- INSTRUCTIONS FOR THE TASK: Pick each line containing "DEGLI" out of the records.

[Opening DATA PROVIDED section]

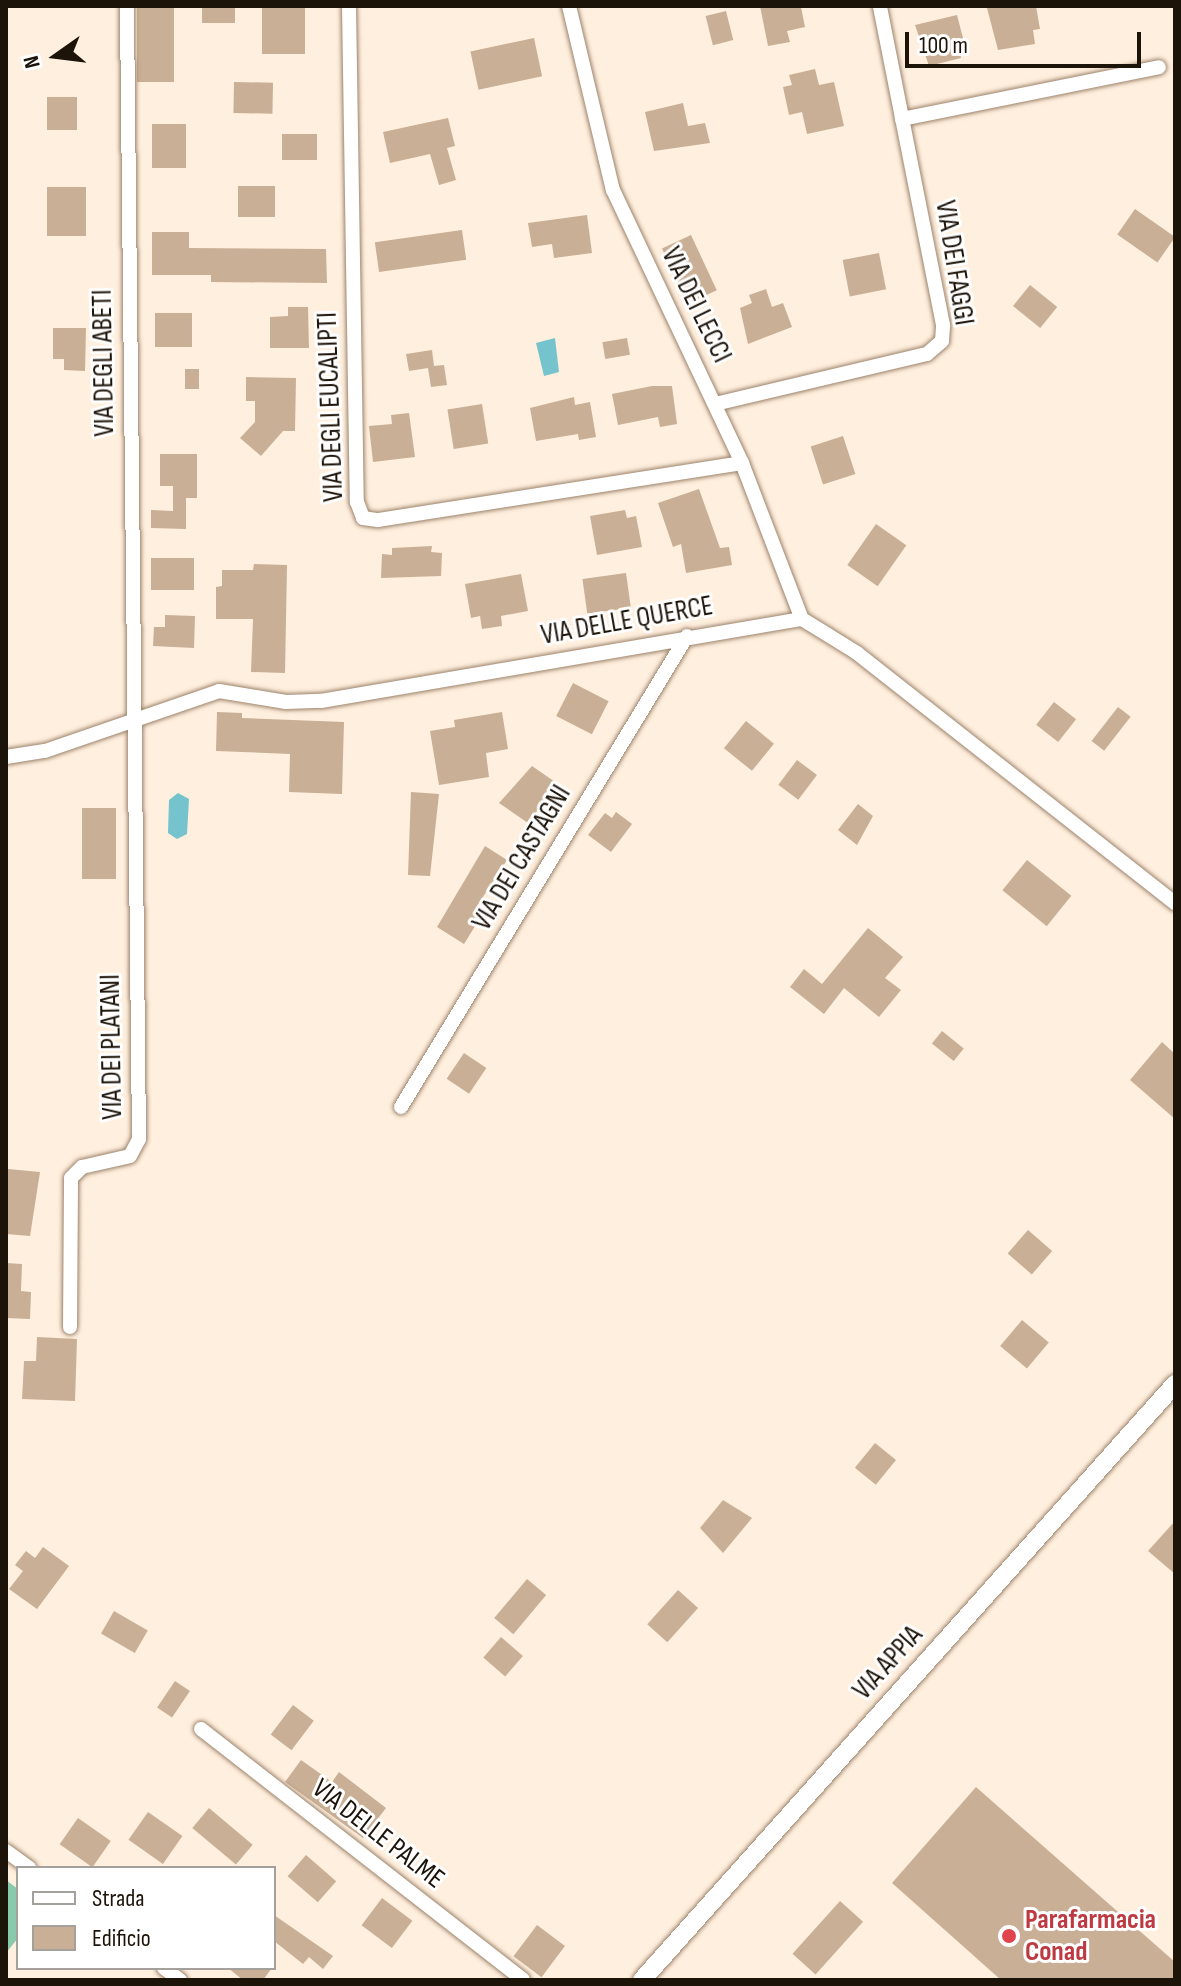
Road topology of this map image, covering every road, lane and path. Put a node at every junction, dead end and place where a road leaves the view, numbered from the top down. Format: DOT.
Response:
graph roads {
  1 [pos="127,6"];
  2 [pos="349,6"];
  3 [pos="569,6"];
  4 [pos="880,6"];
  5 [pos="1159,67"];
  6 [pos="902,119"];
  7 [pos="715,404"];
  8 [pos="742,463"];
  9 [pos="802,619"];
  10 [pos="687,636"];
  11 [pos="134,720"];
  12 [pos="6,757"];
  13 [pos="1175,903"];
  14 [pos="401,1107"];
  15 [pos="70,1327"];
  16 [pos="1175,1384"];
  17 [pos="201,1729"];
  18 [pos="6,1851"];
  19 [pos="26,1866"];
  20 [pos="523,1980"];
  21 [pos="642,1980"];
  1 -- 11 [label="street, VIA DEGLI ABETI"];
  2 -- 8 [label="street, VIA DEGLI EUCALIPTI"];
  3 -- 7 [label="street, VIA DEI LECCI"];
  4 -- 6 [label="street, VIA DEI FAGGI"];
  5 -- 6 [label="street"];
  6 -- 7 [label="street, VIA DEI FAGGI"];
  7 -- 8 [label="street, VIA DEI LECCI"];
  8 -- 9 [label="street, VIA DEI LECCI"];
  9 -- 10 [label="street, VIA DELLE QUERCE"];
  9 -- 13 [label="street"];
  10 -- 11 [label="street, VIA DELLE QUERCE"];
  10 -- 14 [label="street, VIA DEI CASTAGNI"];
  11 -- 12 [label="street, VIA DELLE QUERCE"];
  11 -- 15 [label="street, VIA DEI PLATANI"];
  16 -- 21 [label="street, VIA APPIA"];
  17 -- 20 [label="street, VIA DELLE PALME"];
  18 -- 19 [label="street"];
}
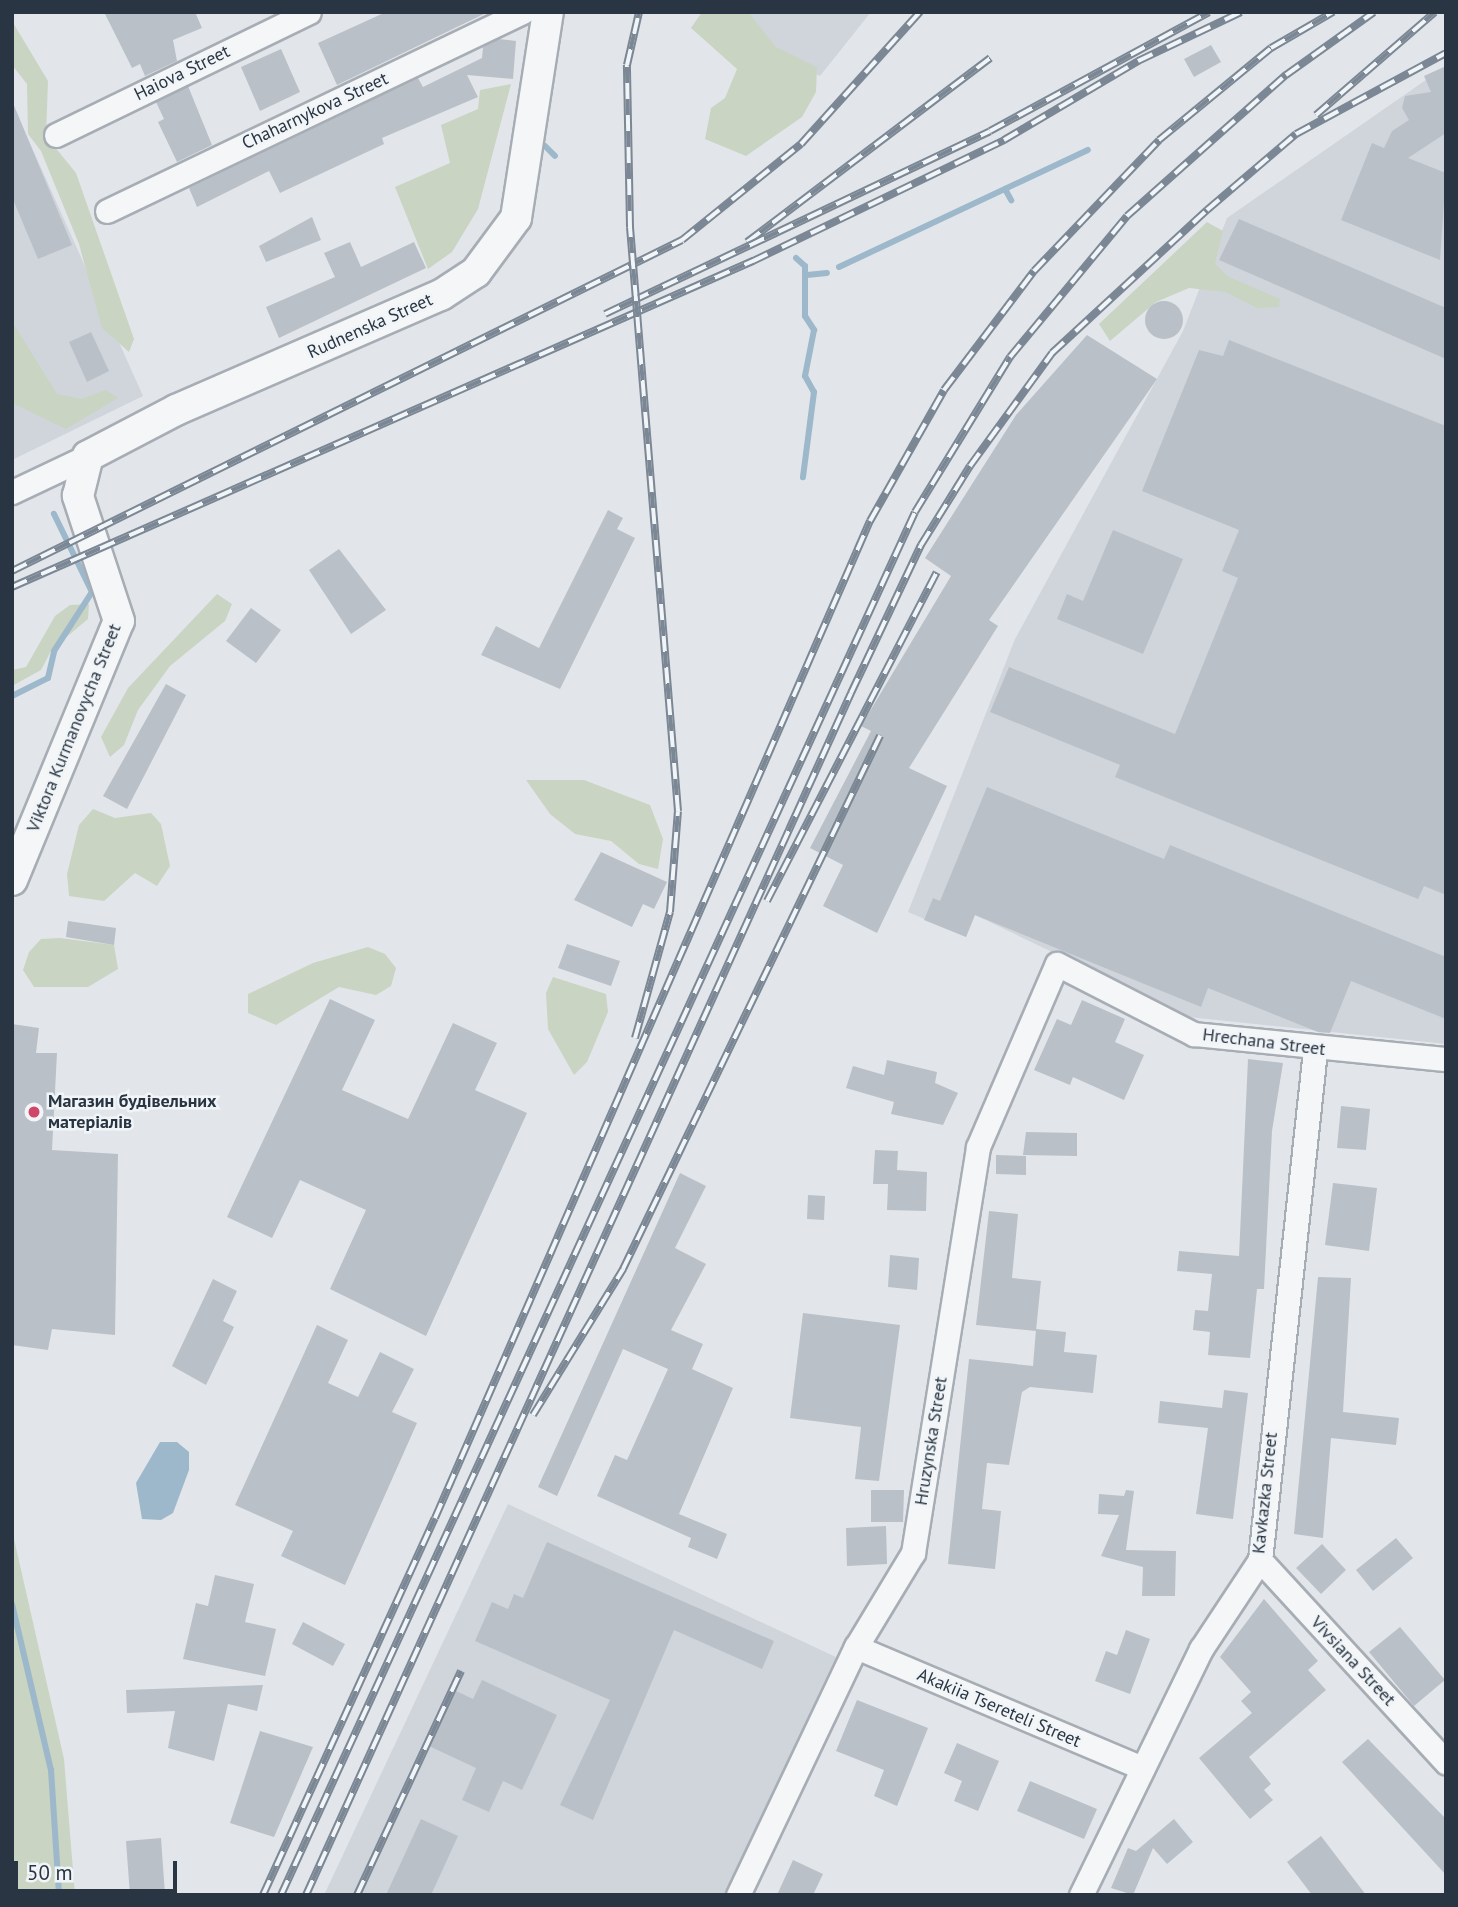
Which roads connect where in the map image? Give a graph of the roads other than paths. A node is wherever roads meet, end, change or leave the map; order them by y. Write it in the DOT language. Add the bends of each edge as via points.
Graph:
graph roads {
  1 [pos="309,12"];
  2 [pos="523,12"];
  3 [pos="548,12"];
  4 [pos="56,135"];
  5 [pos="107,211"];
  6 [pos="88,457"];
  7 [pos="12,492"];
  8 [pos="12,880"];
  9 [pos="1057,964"];
  10 [pos="1315,1050"];
  11 [pos="1446,1059"];
  12 [pos="1260,1560"];
  13 [pos="856,1647"];
  14 [pos="1446,1762"];
  15 [pos="1143,1768"];
  16 [pos="738,1895"];
  17 [pos="1081,1895"];
  1 -- 4 [label="street, Haiova Street"];
  2 -- 5 [label="street, Chaharnykova Street"];
  3 -- 6 [label="street, Rudnenska Street" via="516,218 476,272 441,295 176,410"];
  6 -- 7 [label="street, Rudnenska Street"];
  6 -- 8 [label="street, Viktora Kurmanovycha Street" via="78,496 119,621"];
  9 -- 10 [label="street, Hrechana Street" via="1194,1034"];
  9 -- 13 [label="street, Hruzynska Street" via="978,1147 913,1553"];
  10 -- 11 [label="street, Hrechana Street"];
  10 -- 12 [label="street, Kavkazka Street"];
  12 -- 14 [label="street, Vivsiana Street"];
  12 -- 15 [label="street, Kavkazka Street" via="1202,1649"];
  13 -- 15 [label="street, Akakiia Tsereteli Street"];
  13 -- 16 [label="street, Hruzynska Street"];
  15 -- 17 [label="street, Kavkazka Street"];
}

[Closing DATA PROVIDED section]

- ANSWER TO THE EXERCISE:
  1 -- 11 [label="street, VIA DEGLI ABETI"];
  2 -- 8 [label="street, VIA DEGLI EUCALIPTI"];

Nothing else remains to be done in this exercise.